8 Mart’a doğru kadınlar anlatıyor… (5)
- 09:01 4 Mart 2021
- Dosya
‘Roboskî ilk isyanım, Gezi ise itirazım oldu’
Nişmiye Güler- Sena Dolar
İSTANBUL - Oğlu Berkin için gözpınarları kurumayan, meydanlarda yuhalatılan, hedef gösterilen bir isim Gülsüm Elvan… Oğlunu kaybetse de mücadele kararlılığı, adaletteki ısrarı örnek oldu Gülsüm’ün.
Birçoğumuz onun adını, polisin attığı gaz fişeğiyle yaralanan ve 269 gün yaşam mücadelesi verdikten sonra kaybettiği oğlu Berkin Elvan’ın cenazesinde döktüğü gözyaşı ve ağıtlarıyla ilk defa duyduk. Hayatını adadığı çocuklarından en küçüğü olan Berkin’i kaybeden Gülsüm Elvan, evlat acısını ve anneliği her cümlesinde iliğine kadar hissetti, hissettirdi. Kimilerinin Gülsüm annesi, kimisinin Gülsüm ablası oldu.

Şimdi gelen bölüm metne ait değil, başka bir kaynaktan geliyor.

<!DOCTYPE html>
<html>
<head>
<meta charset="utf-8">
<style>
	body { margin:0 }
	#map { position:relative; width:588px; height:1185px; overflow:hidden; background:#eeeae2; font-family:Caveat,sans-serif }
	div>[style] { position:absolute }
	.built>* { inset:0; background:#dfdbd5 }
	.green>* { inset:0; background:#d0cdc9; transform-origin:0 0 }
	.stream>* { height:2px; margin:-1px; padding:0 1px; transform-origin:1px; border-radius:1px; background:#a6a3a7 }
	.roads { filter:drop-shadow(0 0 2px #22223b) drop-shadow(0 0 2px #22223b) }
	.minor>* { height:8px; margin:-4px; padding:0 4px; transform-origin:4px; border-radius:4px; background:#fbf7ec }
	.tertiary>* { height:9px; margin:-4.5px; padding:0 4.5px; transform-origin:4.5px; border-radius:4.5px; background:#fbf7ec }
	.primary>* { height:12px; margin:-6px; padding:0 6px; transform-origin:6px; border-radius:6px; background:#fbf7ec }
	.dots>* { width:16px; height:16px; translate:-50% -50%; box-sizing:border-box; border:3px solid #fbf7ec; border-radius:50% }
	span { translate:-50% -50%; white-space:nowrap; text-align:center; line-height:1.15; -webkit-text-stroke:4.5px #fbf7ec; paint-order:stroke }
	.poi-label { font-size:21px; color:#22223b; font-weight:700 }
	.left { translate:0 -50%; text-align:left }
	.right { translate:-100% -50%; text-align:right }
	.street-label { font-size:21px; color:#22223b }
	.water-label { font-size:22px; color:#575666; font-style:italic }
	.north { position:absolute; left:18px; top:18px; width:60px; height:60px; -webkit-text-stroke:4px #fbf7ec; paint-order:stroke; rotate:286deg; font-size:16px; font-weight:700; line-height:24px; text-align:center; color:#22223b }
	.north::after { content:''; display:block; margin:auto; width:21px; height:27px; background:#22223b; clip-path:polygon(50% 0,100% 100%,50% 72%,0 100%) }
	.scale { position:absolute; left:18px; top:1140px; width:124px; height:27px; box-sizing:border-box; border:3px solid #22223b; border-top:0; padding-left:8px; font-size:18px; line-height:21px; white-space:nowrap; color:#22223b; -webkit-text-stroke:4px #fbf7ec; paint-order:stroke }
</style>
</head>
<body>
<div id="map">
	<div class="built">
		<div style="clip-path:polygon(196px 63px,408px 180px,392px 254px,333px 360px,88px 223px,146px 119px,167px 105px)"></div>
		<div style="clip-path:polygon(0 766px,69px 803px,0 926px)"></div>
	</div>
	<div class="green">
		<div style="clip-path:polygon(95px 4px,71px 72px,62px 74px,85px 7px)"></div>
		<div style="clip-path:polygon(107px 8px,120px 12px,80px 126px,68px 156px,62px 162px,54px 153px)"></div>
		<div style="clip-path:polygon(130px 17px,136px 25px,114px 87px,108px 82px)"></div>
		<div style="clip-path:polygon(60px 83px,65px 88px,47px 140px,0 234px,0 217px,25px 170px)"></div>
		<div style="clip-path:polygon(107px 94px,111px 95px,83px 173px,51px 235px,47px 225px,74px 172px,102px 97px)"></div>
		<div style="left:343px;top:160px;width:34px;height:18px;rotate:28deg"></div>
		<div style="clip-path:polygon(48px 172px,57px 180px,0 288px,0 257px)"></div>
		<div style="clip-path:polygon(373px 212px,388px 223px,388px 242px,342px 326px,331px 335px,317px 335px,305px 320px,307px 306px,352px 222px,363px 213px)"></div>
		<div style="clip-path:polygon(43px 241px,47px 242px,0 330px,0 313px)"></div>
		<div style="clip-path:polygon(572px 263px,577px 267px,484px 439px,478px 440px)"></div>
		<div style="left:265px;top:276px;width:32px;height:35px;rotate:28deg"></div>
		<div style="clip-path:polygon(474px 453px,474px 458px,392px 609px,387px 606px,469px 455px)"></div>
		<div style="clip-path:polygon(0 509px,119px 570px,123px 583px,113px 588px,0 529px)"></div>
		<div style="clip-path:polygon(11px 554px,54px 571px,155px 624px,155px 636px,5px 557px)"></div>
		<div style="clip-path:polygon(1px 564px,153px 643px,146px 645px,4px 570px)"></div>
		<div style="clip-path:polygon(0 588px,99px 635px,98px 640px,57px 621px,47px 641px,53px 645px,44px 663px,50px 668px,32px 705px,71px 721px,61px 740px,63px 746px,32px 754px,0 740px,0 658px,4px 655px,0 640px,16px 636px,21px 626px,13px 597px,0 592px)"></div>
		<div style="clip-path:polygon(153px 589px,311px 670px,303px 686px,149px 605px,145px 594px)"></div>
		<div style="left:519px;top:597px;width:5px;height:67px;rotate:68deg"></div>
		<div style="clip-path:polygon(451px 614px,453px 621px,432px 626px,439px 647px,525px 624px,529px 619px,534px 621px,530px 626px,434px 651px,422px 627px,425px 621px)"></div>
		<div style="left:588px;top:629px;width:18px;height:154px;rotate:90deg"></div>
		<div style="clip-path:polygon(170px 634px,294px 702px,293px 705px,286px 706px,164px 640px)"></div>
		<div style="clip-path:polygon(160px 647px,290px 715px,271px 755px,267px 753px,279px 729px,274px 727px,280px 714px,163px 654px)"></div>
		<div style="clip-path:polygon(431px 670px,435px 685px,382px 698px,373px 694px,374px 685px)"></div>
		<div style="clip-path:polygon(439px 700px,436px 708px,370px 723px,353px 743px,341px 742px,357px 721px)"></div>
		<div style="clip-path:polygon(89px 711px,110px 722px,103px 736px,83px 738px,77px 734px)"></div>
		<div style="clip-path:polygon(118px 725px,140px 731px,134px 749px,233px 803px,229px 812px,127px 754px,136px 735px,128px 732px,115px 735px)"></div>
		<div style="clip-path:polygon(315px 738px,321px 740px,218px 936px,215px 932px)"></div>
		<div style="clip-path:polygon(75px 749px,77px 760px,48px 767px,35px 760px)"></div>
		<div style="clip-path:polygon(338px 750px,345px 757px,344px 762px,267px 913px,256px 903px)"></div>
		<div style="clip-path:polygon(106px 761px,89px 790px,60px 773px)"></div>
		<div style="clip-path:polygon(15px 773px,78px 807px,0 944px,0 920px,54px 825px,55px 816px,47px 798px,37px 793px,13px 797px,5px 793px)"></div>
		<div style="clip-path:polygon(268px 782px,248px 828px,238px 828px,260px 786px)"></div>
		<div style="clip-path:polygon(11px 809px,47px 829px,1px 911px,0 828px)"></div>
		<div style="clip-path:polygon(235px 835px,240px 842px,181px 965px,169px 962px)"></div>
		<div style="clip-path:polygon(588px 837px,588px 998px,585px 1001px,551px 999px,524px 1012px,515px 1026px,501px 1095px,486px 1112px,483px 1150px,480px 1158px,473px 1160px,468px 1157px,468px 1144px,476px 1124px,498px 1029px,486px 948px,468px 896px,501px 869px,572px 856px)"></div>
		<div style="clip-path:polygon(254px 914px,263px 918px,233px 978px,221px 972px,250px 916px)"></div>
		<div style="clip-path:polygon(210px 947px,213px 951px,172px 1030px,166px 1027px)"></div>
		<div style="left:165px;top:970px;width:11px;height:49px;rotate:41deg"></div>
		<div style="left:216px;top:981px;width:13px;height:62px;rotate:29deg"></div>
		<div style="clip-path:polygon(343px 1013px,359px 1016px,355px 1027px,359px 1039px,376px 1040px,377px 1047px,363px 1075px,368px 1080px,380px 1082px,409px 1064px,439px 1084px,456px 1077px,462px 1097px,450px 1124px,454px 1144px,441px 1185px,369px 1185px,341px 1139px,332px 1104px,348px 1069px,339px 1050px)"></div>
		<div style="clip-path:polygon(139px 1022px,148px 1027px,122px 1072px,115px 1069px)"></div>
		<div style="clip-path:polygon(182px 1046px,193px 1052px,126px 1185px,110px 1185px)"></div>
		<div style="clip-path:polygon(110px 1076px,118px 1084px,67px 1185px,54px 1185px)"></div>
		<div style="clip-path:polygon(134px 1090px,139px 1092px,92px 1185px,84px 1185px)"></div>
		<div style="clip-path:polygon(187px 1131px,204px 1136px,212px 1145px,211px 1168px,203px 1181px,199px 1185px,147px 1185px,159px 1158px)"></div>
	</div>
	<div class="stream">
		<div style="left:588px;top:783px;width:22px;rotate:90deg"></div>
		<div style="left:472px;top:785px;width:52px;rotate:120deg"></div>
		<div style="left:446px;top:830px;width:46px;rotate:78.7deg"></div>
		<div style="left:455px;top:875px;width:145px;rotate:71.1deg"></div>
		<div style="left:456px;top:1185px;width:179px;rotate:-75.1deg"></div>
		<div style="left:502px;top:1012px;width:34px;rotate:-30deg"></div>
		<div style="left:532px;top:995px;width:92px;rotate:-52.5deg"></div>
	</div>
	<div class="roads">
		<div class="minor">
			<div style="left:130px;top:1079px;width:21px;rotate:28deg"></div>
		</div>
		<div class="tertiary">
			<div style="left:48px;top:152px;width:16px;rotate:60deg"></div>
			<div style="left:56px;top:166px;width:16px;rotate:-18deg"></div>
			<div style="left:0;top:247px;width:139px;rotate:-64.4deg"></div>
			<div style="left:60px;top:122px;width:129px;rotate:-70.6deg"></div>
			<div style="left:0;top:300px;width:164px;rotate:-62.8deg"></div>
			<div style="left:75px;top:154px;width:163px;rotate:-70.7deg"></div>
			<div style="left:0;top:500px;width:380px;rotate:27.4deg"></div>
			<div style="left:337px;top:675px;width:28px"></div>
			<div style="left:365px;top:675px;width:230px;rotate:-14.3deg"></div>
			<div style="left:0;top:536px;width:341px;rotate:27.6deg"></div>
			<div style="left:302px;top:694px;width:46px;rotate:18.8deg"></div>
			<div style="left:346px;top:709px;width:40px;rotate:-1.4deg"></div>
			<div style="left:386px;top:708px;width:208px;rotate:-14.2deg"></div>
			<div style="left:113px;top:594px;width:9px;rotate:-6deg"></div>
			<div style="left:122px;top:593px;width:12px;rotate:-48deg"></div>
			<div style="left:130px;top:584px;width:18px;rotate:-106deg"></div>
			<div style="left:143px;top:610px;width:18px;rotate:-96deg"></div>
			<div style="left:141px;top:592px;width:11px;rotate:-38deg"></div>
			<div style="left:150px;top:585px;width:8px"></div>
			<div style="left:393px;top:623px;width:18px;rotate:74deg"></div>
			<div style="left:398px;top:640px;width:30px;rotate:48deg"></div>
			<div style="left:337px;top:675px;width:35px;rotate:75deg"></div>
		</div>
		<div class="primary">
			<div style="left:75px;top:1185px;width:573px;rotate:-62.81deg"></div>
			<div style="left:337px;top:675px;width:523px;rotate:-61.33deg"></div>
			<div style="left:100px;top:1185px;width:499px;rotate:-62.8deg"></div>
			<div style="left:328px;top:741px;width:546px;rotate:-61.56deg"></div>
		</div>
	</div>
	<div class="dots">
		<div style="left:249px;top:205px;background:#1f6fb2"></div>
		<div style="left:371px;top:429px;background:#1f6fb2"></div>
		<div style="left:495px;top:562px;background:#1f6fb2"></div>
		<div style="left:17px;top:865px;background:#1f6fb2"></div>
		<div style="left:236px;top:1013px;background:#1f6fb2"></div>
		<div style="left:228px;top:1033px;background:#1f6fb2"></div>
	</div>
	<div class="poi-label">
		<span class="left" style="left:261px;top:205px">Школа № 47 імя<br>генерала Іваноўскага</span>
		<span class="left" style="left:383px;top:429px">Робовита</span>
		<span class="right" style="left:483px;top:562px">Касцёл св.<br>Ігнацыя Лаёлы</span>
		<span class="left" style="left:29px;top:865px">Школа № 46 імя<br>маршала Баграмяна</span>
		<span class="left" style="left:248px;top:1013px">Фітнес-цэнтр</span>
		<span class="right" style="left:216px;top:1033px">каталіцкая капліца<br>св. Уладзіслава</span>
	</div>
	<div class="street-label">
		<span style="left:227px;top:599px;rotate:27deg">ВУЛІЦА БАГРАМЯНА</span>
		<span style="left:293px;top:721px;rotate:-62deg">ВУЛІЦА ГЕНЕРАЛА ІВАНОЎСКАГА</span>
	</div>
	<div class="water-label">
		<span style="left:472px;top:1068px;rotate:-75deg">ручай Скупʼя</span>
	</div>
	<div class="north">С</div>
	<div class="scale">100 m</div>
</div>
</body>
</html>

Dönemin Başbakanı Tayyip Erdoğan tarafından meydanlarda halka “yuhalatıldı” da direniş ve adalet talebinden bir an olsun geri adım atmadı.
Yüzünde, gözünde yaşanmışlıkların verdiği öfkenin izleri, yüreğinde oğlu için sağlanmayan adaletin burukluğu… Gülsüm’ün yaşanmışlığı ülkenin adalet gerçekliği… “Coğrafya kader midir?” gerçekten bilinmez ama Gülsüm, katliam tarihi olan Dersim’den.
Ovacık ilçesine bağlı Çöğürlük köyünde 1972 yılında doğan Gülsüm, katliam gerçekliğiyle 42 yıl sonra bir kez daha yüzleşti. Berkin’i uyanamadı belki ama başka çocuklar katledilmesin diye yıllardır sesini yükselten Gülsüm’ün yaşam öyküsünü kendisinden dinliyoruz.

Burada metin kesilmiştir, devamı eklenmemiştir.